[Provided material Boundary: Start]

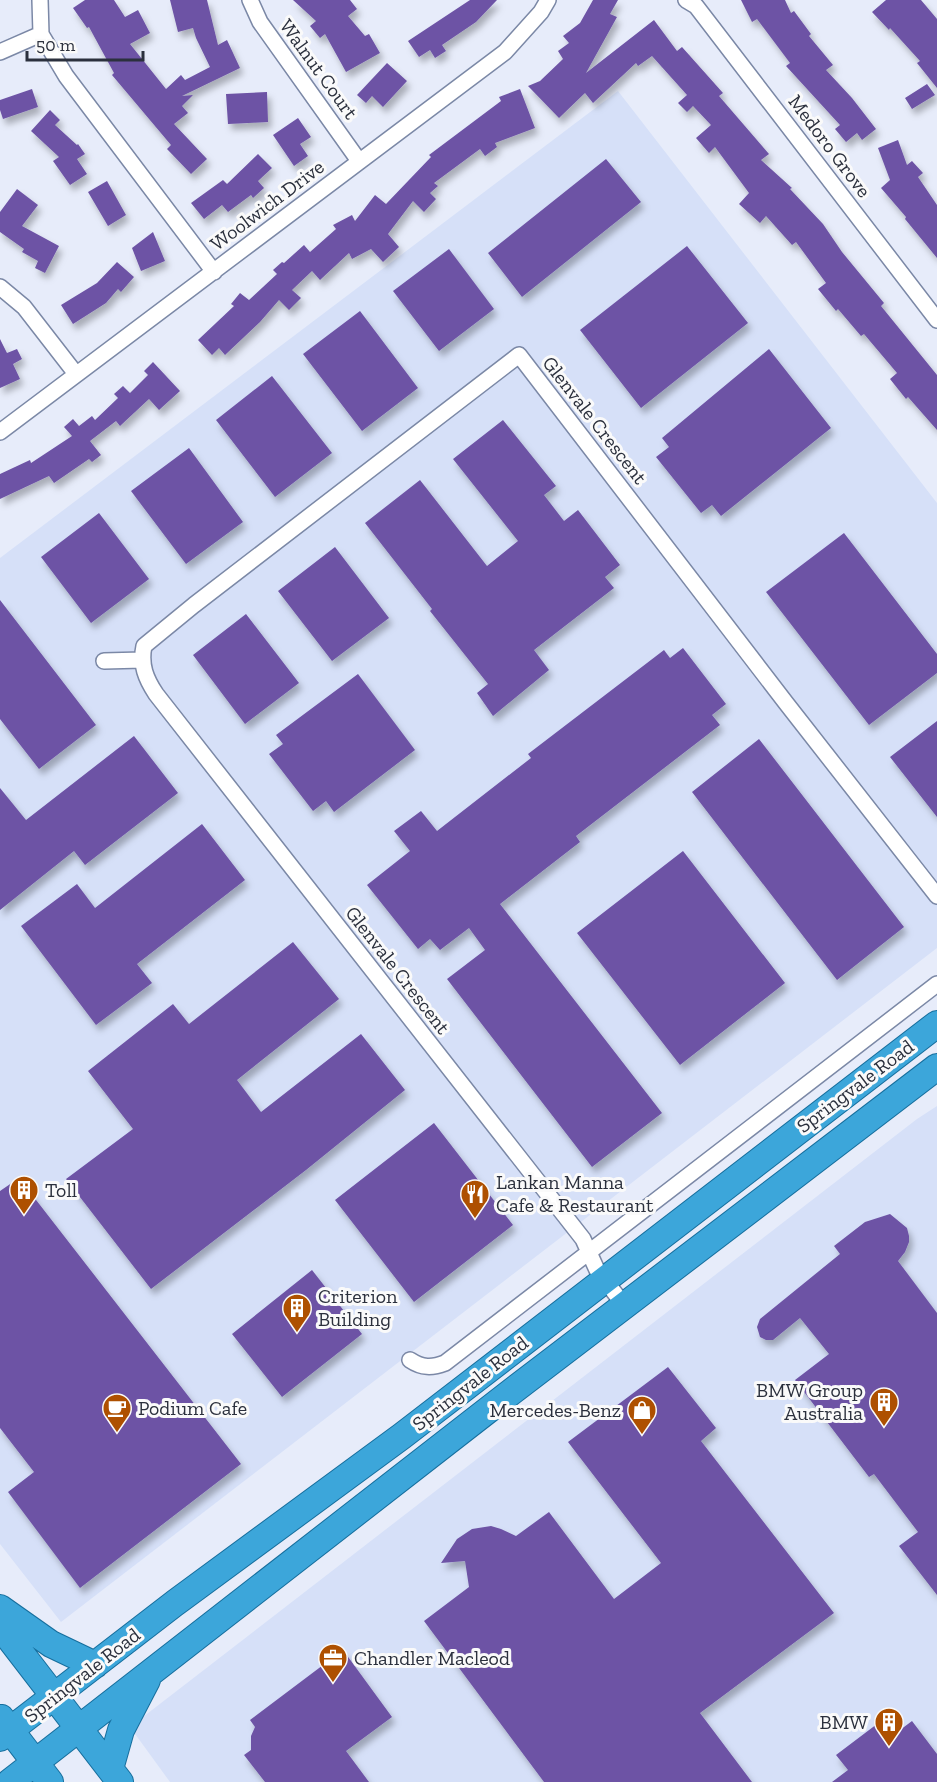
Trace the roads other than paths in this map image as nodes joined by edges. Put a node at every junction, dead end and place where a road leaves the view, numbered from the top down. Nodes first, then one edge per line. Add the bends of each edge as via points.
1 (40, 0) edge
2 (250, 0) edge
3 (548, 0) edge
4 (686, 0) edge
5 (41, 34) junction
6 (0, 52) edge
7 (359, 161) junction
8 (214, 272) junction
9 (0, 287) edge
10 (937, 320) edge
11 (76, 374) junction
12 (0, 432) edge
13 (142, 660) junction
14 (104, 661) dead end
15 (937, 896) edge
16 (937, 984) edge
17 (937, 1024) edge
18 (937, 1067) edge
19 (587, 1252) junction
20 (604, 1279) junction
21 (624, 1305) junction
22 (410, 1360) dead end
23 (0, 1608) edge
24 (0, 1626) edge
25 (95, 1665) junction
26 (150, 1675) junction
27 (54, 1697) junction
28 (4, 1728) edge
29 (78, 1728) junction
30 (42, 1772) edge
31 (115, 1775) edge
32 (10, 1782) edge

1 - 5 street
2 - 7 street, Walnut Court via 260,22
3 - 7 street, Woolwich Drive via 506,52
4 - 10 street, Medoro Grove via 696,6
5 - 6 street
5 - 8 street via 66,76
7 - 8 street, Woolwich Drive
8 - 11 street, Woolwich Drive
9 - 11 street via 24,307
11 - 12 street, Woolwich Drive
13 - 14 street
13 - 15 street, Glenvale Crescent via 144,646 153,637 519,355
13 - 19 street, Glenvale Crescent via 156,694 583,1239
16 - 19 street, Springvale Road
17 - 20 highway, Springvale Road
18 - 21 highway, Springvale Road
19 - 20 street, Glenvale Crescent
19 - 22 street, Springvale Road via 445,1363 419,1366
20 - 21 street, Glenvale Crescent
20 - 25 highway, Springvale Road via 402,1436
21 - 26 highway, Springvale Road
23 - 25 highway via 51,1644
24 - 27 highway
25 - 27 highway, Springvale Road
26 - 29 highway, Springvale Road
26 - 31 highway via 121,1730
27 - 28 highway, Springvale Road
27 - 29 highway
28 - 30 highway
29 - 30 highway, Springvale Road
29 - 31 highway
30 - 32 highway, Springvale Road

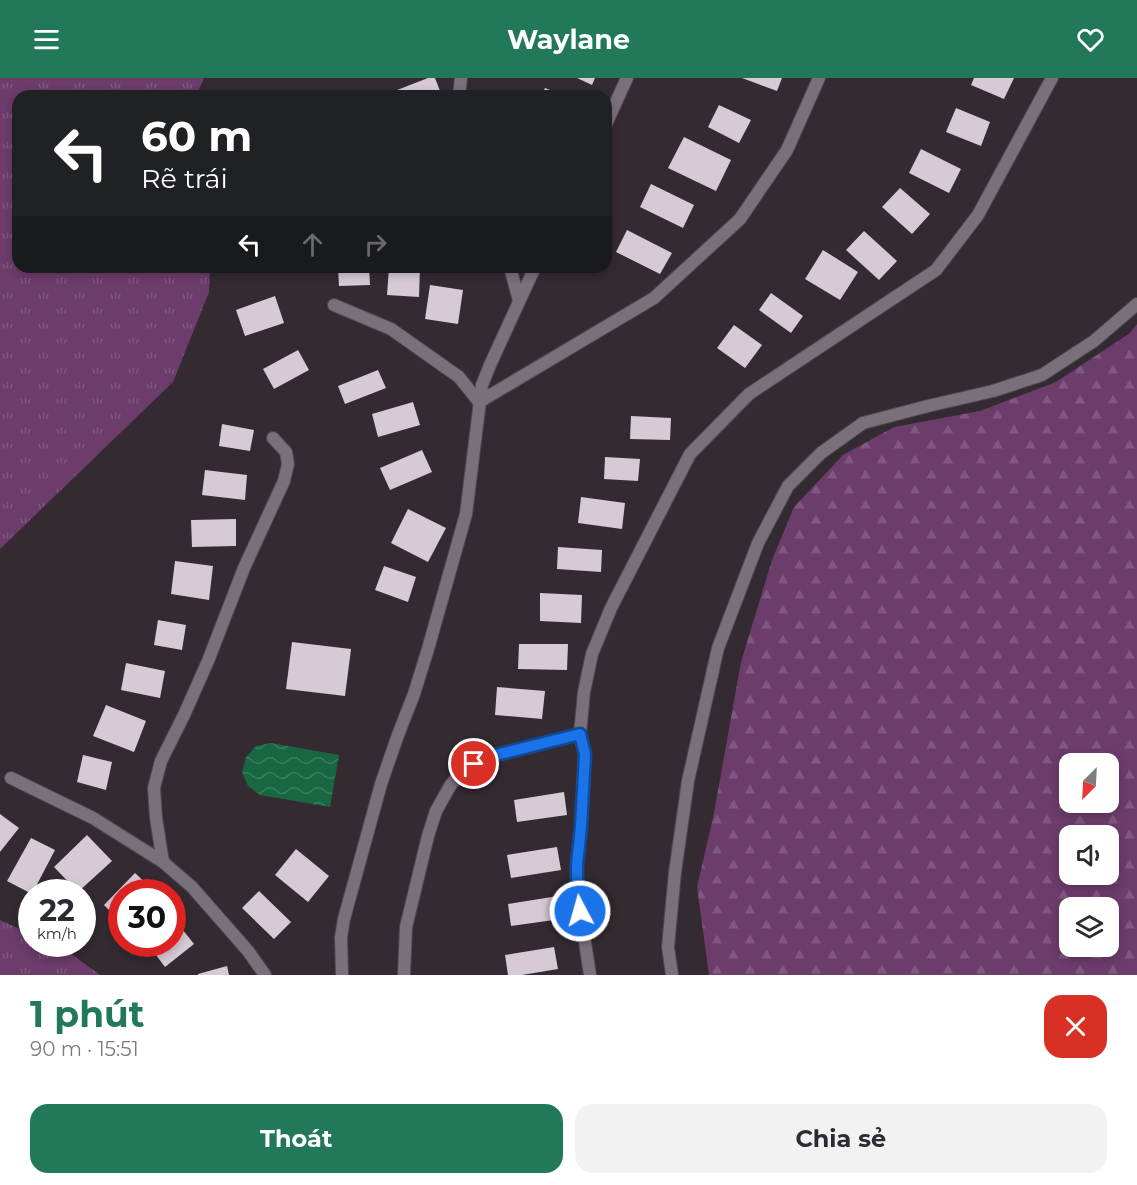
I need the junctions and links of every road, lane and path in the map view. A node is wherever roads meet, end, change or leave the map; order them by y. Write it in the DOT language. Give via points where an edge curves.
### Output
graph roads {
  1 [pos="627,78"];
  2 [pos="819,78"];
  3 [pos="1052,78"];
  4 [pos="612,111"];
  5 [pos="512,273"];
  6 [pos="532,273"];
  7 [pos="519,301"];
  8 [pos="1137,304"];
  9 [pos="333,305"];
  10 [pos="479,402"];
  11 [pos="273,438"];
  12 [pos="580,734"];
  13 [pos="11,778"];
  14 [pos="164,862"];
  15 [pos="265,975"];
  16 [pos="342,975"];
  17 [pos="404,975"];
  18 [pos="590,975"];
  19 [pos="672,975"];
  1 -- 4 [label="street"];
  2 -- 10 [label="street" via="787,150 740,219 654,298"];
  3 -- 12 [label="street" via="978,215 936,270 749,394 690,454 611,608 592,654"];
  5 -- 7 [label="street"];
  6 -- 7 [label="street"];
  7 -- 10 [label="street" via="490,364"];
  8 -- 19 [label="street" via="1094,341 1042,375 864,423 821,453 788,486 758,543 718,648 687,781 668,947"];
  9 -- 10 [label="street" via="392,329 459,377"];
  10 -- 16 [label="street" via="466,514 414,694 381,784 344,919"];
  11 -- 14 [label="street" via="286,452 284,481 161,761 154,788"];
  12 -- 17 [label="street" via="484,758 463,769 450,786 428,836 406,927"];
  12 -- 18 [label="street" via="585,754 577,890"];
  13 -- 14 [label="street" via="93,818"];
  14 -- 15 [label="street" via="192,887"];
}
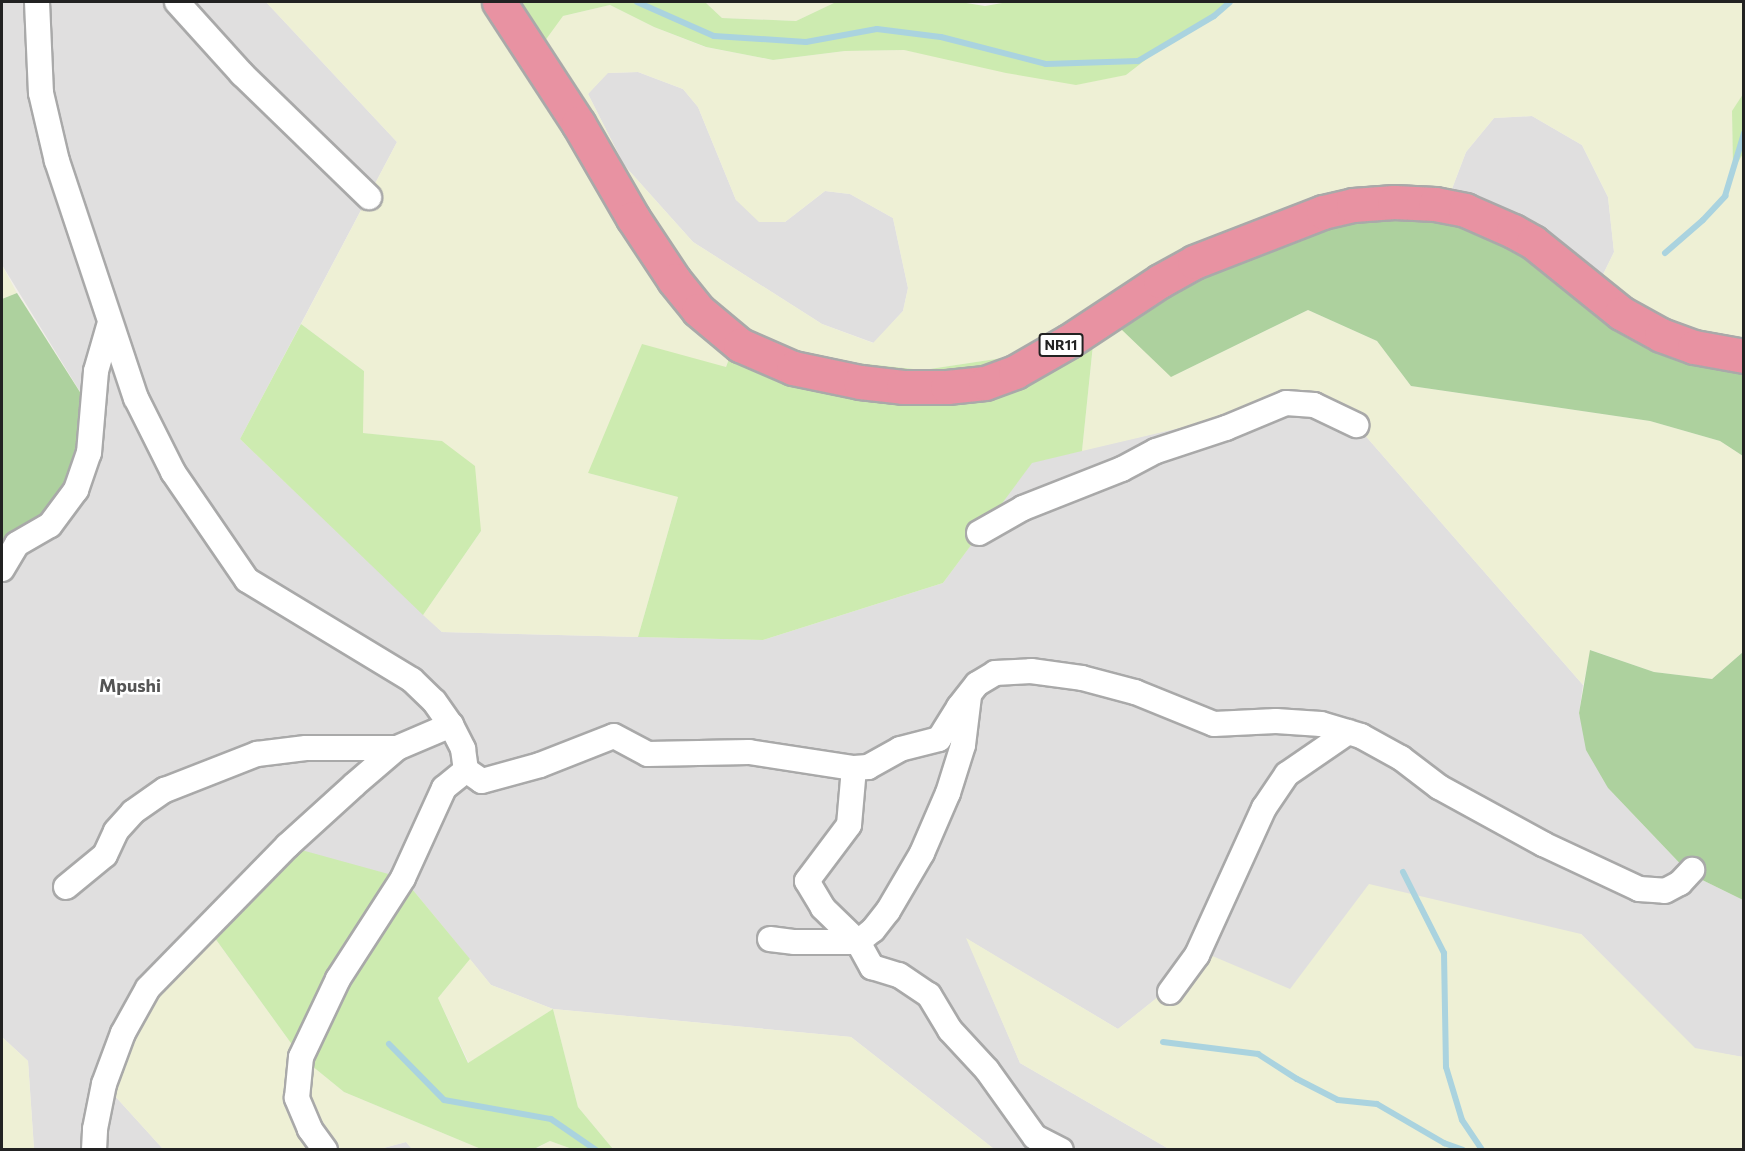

[Provided material Boundary: End]

--- Your instructions ---
Using the records above, retype everything exactly except the pictures.

--- Exercise solution ---
Trace the roads other than paths in this map image as nodes joined by edges. Put a node at every junction, dead end and place where a road leaves the view, numbered from the top down. Nodes first, then one edge per line. Add the bends of each edge as via points.
1 (40, 0) edge
2 (250, 0) edge
3 (548, 0) edge
4 (686, 0) edge
5 (41, 34) junction
6 (0, 52) edge
7 (359, 161) junction
8 (214, 272) junction
9 (0, 287) edge
10 (937, 320) edge
11 (76, 374) junction
12 (0, 432) edge
13 (142, 660) junction
14 (104, 661) dead end
15 (937, 896) edge
16 (937, 984) edge
17 (937, 1024) edge
18 (937, 1067) edge
19 (587, 1252) junction
20 (604, 1279) junction
21 (624, 1305) junction
22 (410, 1360) dead end
23 (0, 1608) edge
24 (0, 1626) edge
25 (95, 1665) junction
26 (150, 1675) junction
27 (54, 1697) junction
28 (4, 1728) edge
29 (78, 1728) junction
30 (42, 1772) edge
31 (115, 1775) edge
32 (10, 1782) edge

1 - 5 street
2 - 7 street, Walnut Court via 260,22
3 - 7 street, Woolwich Drive via 506,52
4 - 10 street, Medoro Grove via 696,6
5 - 6 street
5 - 8 street via 66,76
7 - 8 street, Woolwich Drive
8 - 11 street, Woolwich Drive
9 - 11 street via 24,307
11 - 12 street, Woolwich Drive
13 - 14 street
13 - 15 street, Glenvale Crescent via 144,646 153,637 519,355
13 - 19 street, Glenvale Crescent via 156,694 583,1239
16 - 19 street, Springvale Road
17 - 20 highway, Springvale Road
18 - 21 highway, Springvale Road
19 - 20 street, Glenvale Crescent
19 - 22 street, Springvale Road via 445,1363 419,1366
20 - 21 street, Glenvale Crescent
20 - 25 highway, Springvale Road via 402,1436
21 - 26 highway, Springvale Road
23 - 25 highway via 51,1644
24 - 27 highway
25 - 27 highway, Springvale Road
26 - 29 highway, Springvale Road
26 - 31 highway via 121,1730
27 - 28 highway, Springvale Road
27 - 29 highway
28 - 30 highway
29 - 30 highway, Springvale Road
29 - 31 highway
30 - 32 highway, Springvale Road

I need the junctions and links of every road, lane and path in the map view. A node is wherever roads meet, end, change or leave the map; order them by y. Write it in the DOT language. Give via points where an edge curves.
### Output
graph roads {
  1 [pos="627,78"];
  2 [pos="819,78"];
  3 [pos="1052,78"];
  4 [pos="612,111"];
  5 [pos="512,273"];
  6 [pos="532,273"];
  7 [pos="519,301"];
  8 [pos="1137,304"];
  9 [pos="333,305"];
  10 [pos="479,402"];
  11 [pos="273,438"];
  12 [pos="580,734"];
  13 [pos="11,778"];
  14 [pos="164,862"];
  15 [pos="265,975"];
  16 [pos="342,975"];
  17 [pos="404,975"];
  18 [pos="590,975"];
  19 [pos="672,975"];
  1 -- 4 [label="street"];
  2 -- 10 [label="street" via="787,150 740,219 654,298"];
  3 -- 12 [label="street" via="978,215 936,270 749,394 690,454 611,608 592,654"];
  5 -- 7 [label="street"];
  6 -- 7 [label="street"];
  7 -- 10 [label="street" via="490,364"];
  8 -- 19 [label="street" via="1094,341 1042,375 864,423 821,453 788,486 758,543 718,648 687,781 668,947"];
  9 -- 10 [label="street" via="392,329 459,377"];
  10 -- 16 [label="street" via="466,514 414,694 381,784 344,919"];
  11 -- 14 [label="street" via="286,452 284,481 161,761 154,788"];
  12 -- 17 [label="street" via="484,758 463,769 450,786 428,836 406,927"];
  12 -- 18 [label="street" via="585,754 577,890"];
  13 -- 14 [label="street" via="93,818"];
  14 -- 15 [label="street" via="192,887"];
}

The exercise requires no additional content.